Incendiary (Hollow Crown #1)(64)



“I told you not to call me that.” I hate how soft my voice sounds, like dust drifting across a beam of sunlight.

“I didn’t know—”

“Let’s not speak of this. I know the way back to my cage. You may go.”

“You don’t want to be called a lady, but you certainly command like one,” he says, attempting a crooked smile. Crooked smiles for crooked hearts, Sayida liked to say. “Now, please, we must get you bathed and dressed.”

“I took a bath yesterday,” I say, the thought of wasting more water absurd. I haven’t even run in muck or broken a sweat, and blood comes off easily enough.

“Justice Méndez has given me orders. You are to report to him for supper and training.”

I feel myself sinking. It’s like I’m not in control of my body. The weariness has seeped into my bones. For the second time today, Leo catches me.

“You don’t let people take care of you, do you?” he says sweetly.

Suddenly, I am that same child in the palace, that stupid, greedy girl, ignorant of what was happening around her. I don’t want to be that girl. I don’t want to be anything. How long am I supposed to keep up the ruse of not being able to use my power? Maybe I wasn’t made for this. Maybe I should give up or give in, because all roads I take will lead to my ruin.

Leo helps me undress carefully. I don’t even feel him touch my skin, only my clothes, and he holds out a robe for me to step into. I’m too tired to object. I sit in front of the vanity while he runs the water to fill the tub. I wonder what Margo or Esteban would say if they saw this water system. In the cloisters there are only cold baths in the ponds and lakes, and the hot springs are half a day’s walk north.

I rip the flower from my hair and shove it in my robe pocket while Leo selects bottles of soaps and oils and a sponge instead of a stable brush. He empties out two of the bottles, and the tub fills with bright blue-and-yellow foam that turns the water a shimmering peacock green.

Enough of this. A stranger’s voice pops out of a memory.

I take a deep breath and push away the melancholy that is stitching itself in my skin like the thread on my hand. I step into the tub, the heat a comfort to my tired muscles.

“That went better than I expected, all things considered,” Leo says.

“Yes, splendid,” I say dryly. “For a man who conquered the entire continent, he’s a generous soul.”

Leo’s eyes widen, and I know I’ve spoken too freely. He lathers a white foam into my hair. “Don’t ever repeat that, Renata.”

I scramble to take it back. “I’m sorry, I forget myself,” I say. What is it about Leo that makes me lower my guard? Is it the loneliness that clings to me like a shroud? Did the king send him to me for this very reason?

Leo shrugs one shoulder and dabs an oil on his hands. He holds his palms up. “Have you ever had your shoulders massaged? There’s a Zaharian bathhouse in the lower district. Your body is a rock.”

I shake my head. “I doubt Justice Méndez would approve.”

“You’re right. But it is divine.” He nods and hands me a sponge. “Here.”

Most of the blood has washed away in the bath, but some dried spots remain on my clavicle. I don’t want to enjoy this. The easy friendship Leo offers, even if I can’t trust him, or the access to things I haven’t had in a long time.

I wash under my arms and my stomach as Leo busies himself putting away the glass bottles. He talks about this lord and that lady. How Lord Las Rosas was a shock to the entire court, especially because the ports are monitored by the king’s men. No one knows how he possibly could have managed it.

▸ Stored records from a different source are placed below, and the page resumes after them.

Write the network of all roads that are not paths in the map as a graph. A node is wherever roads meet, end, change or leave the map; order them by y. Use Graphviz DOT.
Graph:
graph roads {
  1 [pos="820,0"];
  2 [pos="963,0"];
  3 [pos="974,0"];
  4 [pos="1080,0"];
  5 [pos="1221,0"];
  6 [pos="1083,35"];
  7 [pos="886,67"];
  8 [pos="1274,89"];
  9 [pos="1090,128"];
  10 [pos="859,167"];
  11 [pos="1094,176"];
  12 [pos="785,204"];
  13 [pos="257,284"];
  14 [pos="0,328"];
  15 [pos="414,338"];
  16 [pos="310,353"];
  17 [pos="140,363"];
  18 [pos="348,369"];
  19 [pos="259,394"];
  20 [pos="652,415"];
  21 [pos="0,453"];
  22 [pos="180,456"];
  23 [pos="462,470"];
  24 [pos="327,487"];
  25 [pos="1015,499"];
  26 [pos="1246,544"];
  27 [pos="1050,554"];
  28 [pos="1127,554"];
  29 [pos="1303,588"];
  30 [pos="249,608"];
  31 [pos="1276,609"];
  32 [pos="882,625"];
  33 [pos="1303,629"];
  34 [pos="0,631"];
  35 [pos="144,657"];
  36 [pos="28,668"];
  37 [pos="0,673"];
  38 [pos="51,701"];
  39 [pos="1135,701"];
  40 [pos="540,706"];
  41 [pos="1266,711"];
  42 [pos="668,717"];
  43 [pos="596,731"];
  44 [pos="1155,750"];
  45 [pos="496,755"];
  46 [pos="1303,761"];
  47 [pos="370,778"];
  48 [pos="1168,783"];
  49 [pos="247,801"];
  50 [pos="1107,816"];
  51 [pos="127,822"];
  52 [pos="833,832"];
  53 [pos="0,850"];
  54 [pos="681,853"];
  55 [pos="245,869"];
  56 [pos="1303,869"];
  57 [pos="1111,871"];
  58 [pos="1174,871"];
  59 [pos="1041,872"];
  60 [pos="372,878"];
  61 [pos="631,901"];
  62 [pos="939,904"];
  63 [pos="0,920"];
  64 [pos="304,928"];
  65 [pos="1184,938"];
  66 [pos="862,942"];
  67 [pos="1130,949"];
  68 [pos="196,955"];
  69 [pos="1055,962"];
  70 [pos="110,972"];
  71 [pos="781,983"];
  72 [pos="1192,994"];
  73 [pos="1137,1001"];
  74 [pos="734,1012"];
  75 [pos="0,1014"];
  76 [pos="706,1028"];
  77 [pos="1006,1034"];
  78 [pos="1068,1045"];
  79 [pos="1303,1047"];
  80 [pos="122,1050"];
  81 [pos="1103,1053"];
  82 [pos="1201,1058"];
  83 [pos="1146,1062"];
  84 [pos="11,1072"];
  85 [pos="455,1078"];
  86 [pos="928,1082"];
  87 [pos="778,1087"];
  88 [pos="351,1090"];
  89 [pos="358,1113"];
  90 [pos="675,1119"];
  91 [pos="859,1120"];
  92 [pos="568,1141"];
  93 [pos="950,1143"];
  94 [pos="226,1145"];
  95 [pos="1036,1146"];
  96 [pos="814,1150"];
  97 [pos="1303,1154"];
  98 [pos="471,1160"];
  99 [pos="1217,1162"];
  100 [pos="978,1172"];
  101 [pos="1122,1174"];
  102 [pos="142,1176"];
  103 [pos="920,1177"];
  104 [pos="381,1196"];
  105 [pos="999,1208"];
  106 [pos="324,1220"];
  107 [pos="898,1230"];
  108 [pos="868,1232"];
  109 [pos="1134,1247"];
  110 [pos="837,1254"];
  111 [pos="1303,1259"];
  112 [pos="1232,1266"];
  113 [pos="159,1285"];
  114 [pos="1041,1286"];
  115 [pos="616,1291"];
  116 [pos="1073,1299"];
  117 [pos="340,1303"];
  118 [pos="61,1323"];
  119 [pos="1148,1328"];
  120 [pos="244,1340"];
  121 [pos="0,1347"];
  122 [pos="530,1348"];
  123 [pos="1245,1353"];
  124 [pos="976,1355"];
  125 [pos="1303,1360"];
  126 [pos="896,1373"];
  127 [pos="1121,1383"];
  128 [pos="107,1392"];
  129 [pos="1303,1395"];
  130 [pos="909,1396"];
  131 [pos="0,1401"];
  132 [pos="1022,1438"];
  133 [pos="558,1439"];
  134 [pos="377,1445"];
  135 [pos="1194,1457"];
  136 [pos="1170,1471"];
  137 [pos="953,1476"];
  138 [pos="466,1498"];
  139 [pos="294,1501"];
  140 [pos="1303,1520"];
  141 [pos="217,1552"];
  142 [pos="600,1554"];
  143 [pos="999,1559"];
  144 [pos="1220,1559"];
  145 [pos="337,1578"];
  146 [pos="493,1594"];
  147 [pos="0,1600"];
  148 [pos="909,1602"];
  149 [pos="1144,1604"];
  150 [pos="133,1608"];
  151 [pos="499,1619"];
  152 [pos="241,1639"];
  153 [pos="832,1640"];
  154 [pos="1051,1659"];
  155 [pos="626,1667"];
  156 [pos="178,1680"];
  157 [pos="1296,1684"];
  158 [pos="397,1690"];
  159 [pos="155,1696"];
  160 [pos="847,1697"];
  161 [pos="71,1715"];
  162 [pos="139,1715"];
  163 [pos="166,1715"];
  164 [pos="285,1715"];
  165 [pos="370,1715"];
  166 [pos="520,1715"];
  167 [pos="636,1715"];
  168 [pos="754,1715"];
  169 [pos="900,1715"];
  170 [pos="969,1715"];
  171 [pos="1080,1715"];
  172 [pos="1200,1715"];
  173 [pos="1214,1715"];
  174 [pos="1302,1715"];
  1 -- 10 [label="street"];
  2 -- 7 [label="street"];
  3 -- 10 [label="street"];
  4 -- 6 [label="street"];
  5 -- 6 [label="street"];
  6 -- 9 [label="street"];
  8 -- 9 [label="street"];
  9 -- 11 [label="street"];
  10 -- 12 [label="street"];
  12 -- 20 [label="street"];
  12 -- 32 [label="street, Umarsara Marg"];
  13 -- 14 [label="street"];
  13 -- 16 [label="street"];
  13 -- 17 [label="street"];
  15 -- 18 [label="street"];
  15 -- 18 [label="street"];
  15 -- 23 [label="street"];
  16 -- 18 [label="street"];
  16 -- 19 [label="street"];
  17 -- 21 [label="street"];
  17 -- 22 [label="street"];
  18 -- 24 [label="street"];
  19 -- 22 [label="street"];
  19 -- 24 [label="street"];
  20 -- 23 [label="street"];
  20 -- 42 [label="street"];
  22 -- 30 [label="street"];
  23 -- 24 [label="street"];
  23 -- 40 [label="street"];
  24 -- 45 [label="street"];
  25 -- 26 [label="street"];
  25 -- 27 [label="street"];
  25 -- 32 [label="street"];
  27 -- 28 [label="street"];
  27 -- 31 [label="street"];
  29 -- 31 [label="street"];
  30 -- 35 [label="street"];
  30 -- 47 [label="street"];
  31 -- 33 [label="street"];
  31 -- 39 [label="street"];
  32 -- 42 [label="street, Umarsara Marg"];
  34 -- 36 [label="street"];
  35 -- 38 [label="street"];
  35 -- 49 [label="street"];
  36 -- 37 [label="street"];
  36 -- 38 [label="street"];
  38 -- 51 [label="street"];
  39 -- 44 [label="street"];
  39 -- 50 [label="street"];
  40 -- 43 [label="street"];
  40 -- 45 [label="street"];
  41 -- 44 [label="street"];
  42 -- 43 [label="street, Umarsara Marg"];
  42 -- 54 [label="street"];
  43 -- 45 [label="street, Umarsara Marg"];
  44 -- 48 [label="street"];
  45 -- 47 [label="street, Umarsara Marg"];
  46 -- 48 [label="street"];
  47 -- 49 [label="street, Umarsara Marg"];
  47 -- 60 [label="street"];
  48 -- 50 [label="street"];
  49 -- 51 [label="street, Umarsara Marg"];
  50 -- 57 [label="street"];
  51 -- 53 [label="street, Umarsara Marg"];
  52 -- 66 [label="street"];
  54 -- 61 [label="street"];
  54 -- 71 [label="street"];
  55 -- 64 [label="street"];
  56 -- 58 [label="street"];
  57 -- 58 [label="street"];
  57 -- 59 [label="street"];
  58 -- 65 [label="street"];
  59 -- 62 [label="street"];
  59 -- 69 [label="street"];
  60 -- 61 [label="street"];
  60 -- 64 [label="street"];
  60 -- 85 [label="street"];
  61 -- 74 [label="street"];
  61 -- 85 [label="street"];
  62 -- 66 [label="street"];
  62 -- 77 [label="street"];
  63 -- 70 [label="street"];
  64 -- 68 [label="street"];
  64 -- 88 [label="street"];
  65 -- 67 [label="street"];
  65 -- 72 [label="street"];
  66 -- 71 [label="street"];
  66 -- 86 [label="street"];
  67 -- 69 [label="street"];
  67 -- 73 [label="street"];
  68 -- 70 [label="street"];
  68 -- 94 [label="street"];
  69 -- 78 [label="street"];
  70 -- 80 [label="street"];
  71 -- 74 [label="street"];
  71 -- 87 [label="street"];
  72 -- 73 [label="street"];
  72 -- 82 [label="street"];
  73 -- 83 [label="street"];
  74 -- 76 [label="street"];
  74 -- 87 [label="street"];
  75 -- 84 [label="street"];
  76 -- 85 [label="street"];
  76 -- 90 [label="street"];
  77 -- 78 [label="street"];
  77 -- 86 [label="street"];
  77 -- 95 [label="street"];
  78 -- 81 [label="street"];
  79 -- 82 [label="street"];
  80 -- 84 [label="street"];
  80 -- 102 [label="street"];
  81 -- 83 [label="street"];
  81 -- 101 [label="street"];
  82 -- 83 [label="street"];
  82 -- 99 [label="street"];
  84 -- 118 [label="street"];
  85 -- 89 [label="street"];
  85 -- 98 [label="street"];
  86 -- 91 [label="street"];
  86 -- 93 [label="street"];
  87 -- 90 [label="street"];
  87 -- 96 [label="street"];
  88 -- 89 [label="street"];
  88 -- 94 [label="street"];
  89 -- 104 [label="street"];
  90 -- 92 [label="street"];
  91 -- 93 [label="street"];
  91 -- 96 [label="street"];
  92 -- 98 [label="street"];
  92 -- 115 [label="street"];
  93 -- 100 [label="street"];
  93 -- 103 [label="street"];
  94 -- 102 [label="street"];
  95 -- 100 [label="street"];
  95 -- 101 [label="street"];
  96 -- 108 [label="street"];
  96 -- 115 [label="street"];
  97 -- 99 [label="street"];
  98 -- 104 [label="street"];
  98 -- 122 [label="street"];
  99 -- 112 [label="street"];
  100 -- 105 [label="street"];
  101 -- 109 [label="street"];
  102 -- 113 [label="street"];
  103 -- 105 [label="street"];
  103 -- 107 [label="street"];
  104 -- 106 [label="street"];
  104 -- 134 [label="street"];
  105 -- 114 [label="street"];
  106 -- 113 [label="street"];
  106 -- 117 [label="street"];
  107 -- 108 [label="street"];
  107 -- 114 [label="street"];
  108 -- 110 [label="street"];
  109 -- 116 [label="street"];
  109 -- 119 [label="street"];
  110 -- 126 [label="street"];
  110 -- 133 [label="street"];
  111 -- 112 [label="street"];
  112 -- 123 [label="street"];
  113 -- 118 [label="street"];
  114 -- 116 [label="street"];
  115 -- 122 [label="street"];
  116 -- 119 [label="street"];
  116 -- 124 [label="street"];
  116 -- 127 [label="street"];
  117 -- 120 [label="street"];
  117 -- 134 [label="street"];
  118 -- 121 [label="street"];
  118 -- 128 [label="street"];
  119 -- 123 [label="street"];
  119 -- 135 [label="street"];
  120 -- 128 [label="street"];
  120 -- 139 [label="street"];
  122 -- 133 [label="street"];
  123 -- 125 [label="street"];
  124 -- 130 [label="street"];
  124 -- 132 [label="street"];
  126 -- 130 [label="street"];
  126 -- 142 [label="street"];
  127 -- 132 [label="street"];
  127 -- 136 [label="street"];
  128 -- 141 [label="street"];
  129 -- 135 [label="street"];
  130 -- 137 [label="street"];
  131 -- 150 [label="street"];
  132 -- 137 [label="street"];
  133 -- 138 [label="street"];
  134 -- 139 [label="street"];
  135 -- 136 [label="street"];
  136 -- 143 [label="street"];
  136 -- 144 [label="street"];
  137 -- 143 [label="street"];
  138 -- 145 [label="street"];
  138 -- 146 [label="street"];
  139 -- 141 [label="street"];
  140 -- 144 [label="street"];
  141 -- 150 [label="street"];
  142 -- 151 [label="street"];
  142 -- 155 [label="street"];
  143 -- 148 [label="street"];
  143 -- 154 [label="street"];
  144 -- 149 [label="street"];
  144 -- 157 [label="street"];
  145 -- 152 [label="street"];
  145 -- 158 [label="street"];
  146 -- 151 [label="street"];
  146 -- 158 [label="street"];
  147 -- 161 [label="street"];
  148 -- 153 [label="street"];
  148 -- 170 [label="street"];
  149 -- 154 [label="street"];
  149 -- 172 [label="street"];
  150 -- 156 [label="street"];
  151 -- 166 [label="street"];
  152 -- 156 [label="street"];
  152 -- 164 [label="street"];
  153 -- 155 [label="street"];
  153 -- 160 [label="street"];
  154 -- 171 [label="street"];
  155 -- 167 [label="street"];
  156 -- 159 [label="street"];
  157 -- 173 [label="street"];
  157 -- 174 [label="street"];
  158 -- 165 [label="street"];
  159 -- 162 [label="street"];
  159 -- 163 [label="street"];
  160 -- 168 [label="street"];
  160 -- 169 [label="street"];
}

His voice becomes pleasant background noise.

I touch my hand to the knobs that release the water into the tub. A memory slams into me. It slips out from the Gray without warning: my father’s face. The way he worked with metals and how his hands were always covered in ash.

I push it away. It hurts too much to remember love. I choose rage. Sea-blue eyes. My heart speeds up when I think of the prince who was missing from court.

“Why wasn’t Prince—the Lord Commander—beside his father?” I ask, punctuating the question with my attempt at doe eyes. Sayida was always so much better at this.

Leo hums thoughtfully. “If you want my unsolicited advice, Lady Renata, it’s best to not wonder about the prince too often or speak his name in public.”

I gather bubbles into my injured hand to buy myself time to answer. The bubbles dissipate, collapsing into one another. “We’re in private now, aren’t we?”

Leo gives a dismissive laugh, but his eyes betray something like fear. “Within these walls, just between us, Prince Castian comes and goes at his leisure. When he’s here, he only attends court to select which lady might, well, accompany him on any given night. I suspect he does it because it infuriates the king. But the Sun Festival is soon. Even the prince won’t risk his father’s anger by not attending, especially after missing it the year past.”

I sink into the tub once more before I’m ready to come out. Leo is there waiting with the robe for me to step into.

“Careful, Miss Renata. You almost look as disappointed as the courtiers.”

I twist my face into an ugly frown. My reaction is visceral. “I am not.”